High stakes in Pennsylvania
Pennsylvania features another key senate race that’s gotten significant media attention. Lieutenant Governor John Fetterman recently slowed down his campaign due to health issues, but the latest polls still give him a nine-point lead over Dr. Mehmet Oz. This race features another heavily Trump-endorsed candidate in Oz, who has embraced this support and taken up the key talking points to build support among the GOP base.
“The real question here is what Oz wants out of this race,” Wallace says. “Does he really want to win this one race, or would he prefer to get his name out there with the Republican establishment and win an office sometime in the next six or eight years? If he is really trying to win this election, then he needs to gamble more and take risks because he is not in great shape right now. He is short-stacked at the end of a tournament and is likely to be the next player out, so he might as well gamble.”

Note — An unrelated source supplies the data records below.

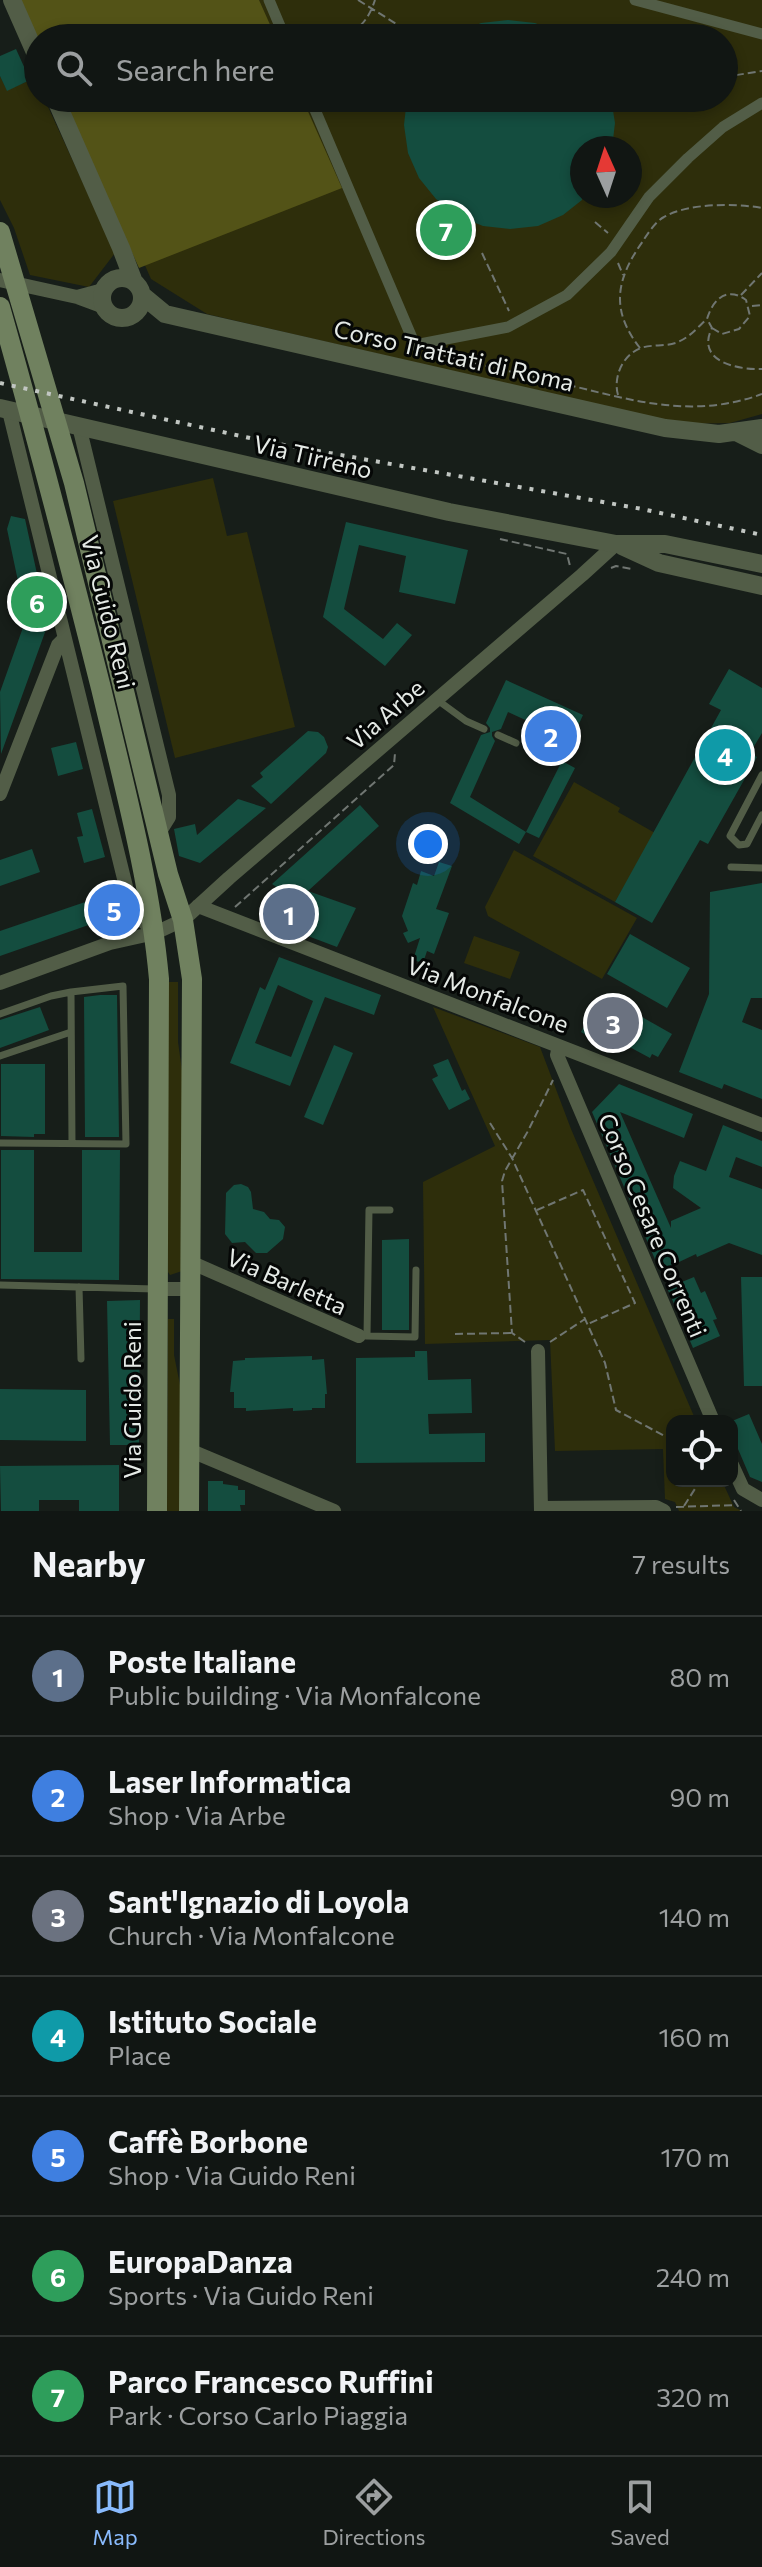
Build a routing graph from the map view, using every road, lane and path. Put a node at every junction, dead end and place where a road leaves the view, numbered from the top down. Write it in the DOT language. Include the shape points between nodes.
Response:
graph roads {
  1 [pos="12,0"];
  2 [pos="269,0"];
  3 [pos="358,0"];
  4 [pos="375,0"];
  5 [pos="635,0"];
  6 [pos="372,9"];
  7 [pos="279,24"];
  8 [pos="361,24"];
  9 [pos="396,24"];
  10 [pos="725,24"];
  11 [pos="24,27"];
  12 [pos="738,28"];
  13 [pos="762,34"];
  14 [pos="762,71"];
  15 [pos="738,75"];
  16 [pos="762,103"];
  17 [pos="61,112"];
  18 [pos="316,112"];
  19 [pos="762,208"];
  20 [pos="595,222"];
  21 [pos="0,232"];
  22 [pos="618,241"];
  23 [pos="121,248"];
  24 [pos="611,252"];
  25 [pos="482,253"];
  26 [pos="762,273"];
  27 [pos="624,276"];
  28 [pos="0,280"];
  29 [pos="138,288"];
  30 [pos="106,292"];
  31 [pos="740,295"];
  32 [pos="762,305"];
  33 [pos="0,307"];
  34 [pos="749,307"];
  35 [pos="165,314"];
  36 [pos="131,316"];
  37 [pos="707,319"];
  38 [pos="515,323"];
  39 [pos="712,328"];
  40 [pos="415,345"];
  41 [pos="640,348"];
  42 [pos="762,369"];
  43 [pos="762,394"];
  44 [pos="618,397"];
  45 [pos="5,410"];
  46 [pos="79,426"];
  47 [pos="762,428"];
  48 [pos="738,433"];
  49 [pos="762,445"];
  50 [pos="616,544"];
  51 [pos="762,564"];
  52 [pos="607,570"];
  53 [pos="641,571"];
  54 [pos="762,586"];
  55 [pos="64,639"];
  56 [pos="436,699"];
  57 [pos="484,729"];
  58 [pos="498,735"];
  59 [pos="516,743"];
  60 [pos="396,746"];
  61 [pos="762,775"];
  62 [pos="0,794"];
  63 [pos="762,815"];
  64 [pos="159,833"];
  65 [pos="731,867"];
  66 [pos="762,868"];
  67 [pos="191,913"];
  68 [pos="229,917"];
  69 [pos="155,933"];
  70 [pos="0,983"];
  71 [pos="71,992"];
  72 [pos="0,1014"];
  73 [pos="71,1032"];
  74 [pos="559,1046"];
  75 [pos="0,1056"];
  76 [pos="561,1065"];
  77 [pos="490,1123"];
  78 [pos="762,1125"];
  79 [pos="0,1143"];
  80 [pos="72,1143"];
  81 [pos="512,1158"];
  82 [pos="390,1210"];
  83 [pos="537,1210"];
  84 [pos="190,1262"];
  85 [pos="416,1270"];
  86 [pos="0,1285"];
  87 [pos="79,1287"];
  88 [pos="157,1289"];
  89 [pos="190,1289"];
  90 [pos="585,1319"];
  91 [pos="587,1324"];
  92 [pos="512,1333"];
  93 [pos="455,1334"];
  94 [pos="363,1336"];
  95 [pos="538,1351"];
  96 [pos="81,1359"];
  97 [pos="710,1415"];
  98 [pos="666,1437"];
  99 [pos="189,1450"];
  100 [pos="738,1476"];
  101 [pos="696,1487"];
  102 [pos="762,1500"];
  103 [pos="736,1505"];
  104 [pos="684,1506"];
  105 [pos="541,1510"];
  106 [pos="157,1511"];
  107 [pos="189,1511"];
  108 [pos="334,1511"];
  109 [pos="664,1511"];
  1 -- 11 [label="street"];
  2 -- 7 [label="street"];
  3 -- 6 [label="path"];
  4 -- 6 [label="path"];
  5 -- 10 [label="street"];
  6 -- 8 [label="path"];
  6 -- 9 [label="path"];
  12 -- 13 [label="street"];
  14 -- 15 [label="path"];
  16 -- 22 [label="street" via="723,127 688,158 649,197"];
  17 -- 23 [label="street"];
  18 -- 40 [label="street"];
  19 -- 27 [label="path" via="719,204 662,217"];
  20 -- 22 [label="path"];
  21 -- 64 [label="main road, Via Guido Reni" via="74,483"];
  22 -- 24 [label="street"];
  23 -- 29 [label="street"];
  23 -- 30 [label="street"];
  24 -- 27 [label="path"];
  24 -- 38 [label="street" via="567,295"];
  25 -- 38 [label="path"];
  26 -- 31 [label="path"];
  27 -- 41 [label="path" via="620,313"];
  28 -- 30 [label="street" via="77,297"];
  29 -- 30 [label="street" via="125,278"];
  29 -- 35 [label="street, Corso Trattati di Roma"];
  29 -- 36 [label="street" via="140,306"];
  30 -- 36 [label="street" via="113,316"];
  31 -- 34 [label="path"];
  31 -- 37 [label="path" via="720,296"];
  32 -- 34 [label="path"];
  33 -- 69 [label="main road, Via Guido Reni" via="51,486 132,814"];
  34 -- 39 [label="path" via="750,316 739,329 722,334"];
  35 -- 36 [label="street"];
  35 -- 48 [label="street, Corso Trattati di Roma" via="665,428"];
  37 -- 39 [label="path"];
  37 -- 41 [label="path" via="675,344"];
  38 -- 40 [label="street"];
  39 -- 42 [label="path" via="708,336 715,357 737,369"];
  40 -- 44 [label="path"];
  41 -- 44 [label="path" via="616,376"];
  43 -- 44 [label="path" via="736,404 696,408"];
  45 -- 46 [label="street, Via Tirreno"];
  45 -- 55 [label="street, Via Guido Reni"];
  46 -- 50 [label="street, Via Tirreno" via="449,512"];
  46 -- 64 [label="street, Via Guido Reni" via="169,795 169,817"];
  47 -- 48 [label="street, Corso Trattati di Roma"];
  48 -- 49 [label="street"];
  50 -- 51 [label="street, Via Tirreno" via="665,544"];
  50 -- 54 [label="street, Via Tirreno" via="659,563"];
  50 -- 56 [label="street, Via Arbe"];
  52 -- 53 [label="path" via="616,566"];
  55 -- 62 [label="street"];
  55 -- 69 [label="street, Via Guido Reni" via="131,907"];
  56 -- 57 [label="lane"];
  56 -- 67 [label="street, Via Arbe"];
  58 -- 59 [label="lane"];
  60 -- 68 [label="path" via="394,765 239,901"];
  61 -- 63 [label="lane" via="730,836 739,845 747,844"];
  64 -- 67 [label="main road, Via Guido Reni" via="168,874"];
  65 -- 66 [label="lane"];
  67 -- 68 [label="street, Via Monfalcone"];
  67 -- 69 [label="street, Via Arbe"];
  67 -- 84 [label="main road, Via Guido Reni"];
  68 -- 74 [label="street, Via Monfalcone"];
  69 -- 70 [label="street, Via Arbe" via="110,943"];
  69 -- 88 [label="main road, Via Guido Reni"];
  71 -- 72 [label="lane"];
  71 -- 73 [label="lane"];
  71 -- 80 [label="lane" via="123,986 126,1144"];
  73 -- 75 [label="lane"];
  73 -- 80 [label="lane"];
  74 -- 76 [label="street, Corso Cesare Correnti"];
  74 -- 78 [label="street, Via Monfalcone"];
  76 -- 81 [label="path"];
  76 -- 97 [label="street, Corso Cesare Correnti"];
  77 -- 81 [label="path"];
  79 -- 80 [label="lane"];
  81 -- 83 [label="path"];
  81 -- 92 [label="path" via="502,1181"];
  82 -- 94 [label="lane, Via Barletta" via="369,1210"];
  83 -- 90 [label="path"];
  83 -- 91 [label="path" via="583,1190 635,1303"];
  84 -- 89 [label="main road, Via Guido Reni"];
  84 -- 94 [label="street, Via Barletta"];
  85 -- 94 [label="lane, Via Barletta" via="415,1337"];
  86 -- 87 [label="lane"];
  87 -- 88 [label="lane"];
  87 -- 96 [label="lane"];
  88 -- 89 [label="street, Via Guido Reni"];
  88 -- 106 [label="main road, Via Guido Reni"];
  89 -- 99 [label="main road, Via Guido Reni"];
  90 -- 91 [label="path"];
  90 -- 95 [label="path"];
  91 -- 98 [label="path" via="605,1363 616,1410"];
  92 -- 93 [label="path"];
  92 -- 95 [label="path"];
  95 -- 105 [label="street"];
  99 -- 107 [label="main road, Via Guido Reni"];
  99 -- 108 [label="street"];
  100 -- 102 [label="street" via="747,1493"];
  101 -- 104 [label="path"];
  103 -- 104 [label="path"];
  104 -- 109 [label="path"];
  105 -- 109 [label="street"];
}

For Fetterman, it may come down to how well he can read his opponent.
“If Oz is looking at politics as a long-term career move, then he doesn’t want to do anything crazy. A good showing, and enough campaigning to get his name out there as a safe candidate, might be better,” Wallace explains. “Growing a mailing list, building some support, and making the right friends in the Republican party has a lot of value if he’s looking to run again in the future or become a commentator or get another job that is related to his political ambitions.”
The seat in question was most recently occupied by a Republican, while a Democrat sits in the other. Additionally, Biden only narrowly took the state from Trump in 2020, further adding to idea that the state is politically on the fence. Adding to complications for the Democrats in this race is Fetterman’s overly authentic persona, as well as his appeal to both progressives and blue-collar voters with various policies. His reluctance to support a fracking ban isn’t beloved by new-age Democrats, while his push for criminal justice reform can turn the tough-on-crime right-leaners off.
In the May primaries, Democratic voter turnout outweighed the Republicans by more than 500,000 voters. Given this, appealing to the undecided voters would give him an even more substantial lead, as Democratic turnout is likely to continue to be healthy given that Fetterman was the clear favorite heading into the primary. Furthermore, Oz’s endorsement from Trump is likely to encourage the Democratic base to turn out to the polls to avoid giving the available seat to another MAGA Republican. Focusing on Fetterman’s blue-collar desire to bring fracking jobs and bolstering the steel industry is likely the best way to achieve this goal.
Game theory sub-optimal
Game theory and real strategy have been historically lacking in political campaigns because the right play to win the race might be the wrong play for a long-term political career. A big gamble might give the underdog a better shot to win, but if it goes badly it could damage their long-term political ambitions. For a politician who wants to win now, appealing to the center makes a lot of sense. They should be doing everything they can to appeal to literally everyone and get those votes.
But someone who is looking to build a long-term political career has to be much more careful. An appeal to the center could involve statements and positions that could come back to hurt them in the future. This is particularly a problem for Republicans right now because they have several positions that are not favored by the general public. From gun control to abortion and even gay marriage, they hold views that their base feels strongly about, but are not supported by a majority of Americans.
“The political climate is unlikely to change anytime soon, for exactly the reasons I wrote about in my first article,” Wallace says, “so working the system this way is going to be the key to long-term success in American politics for at least another generation.”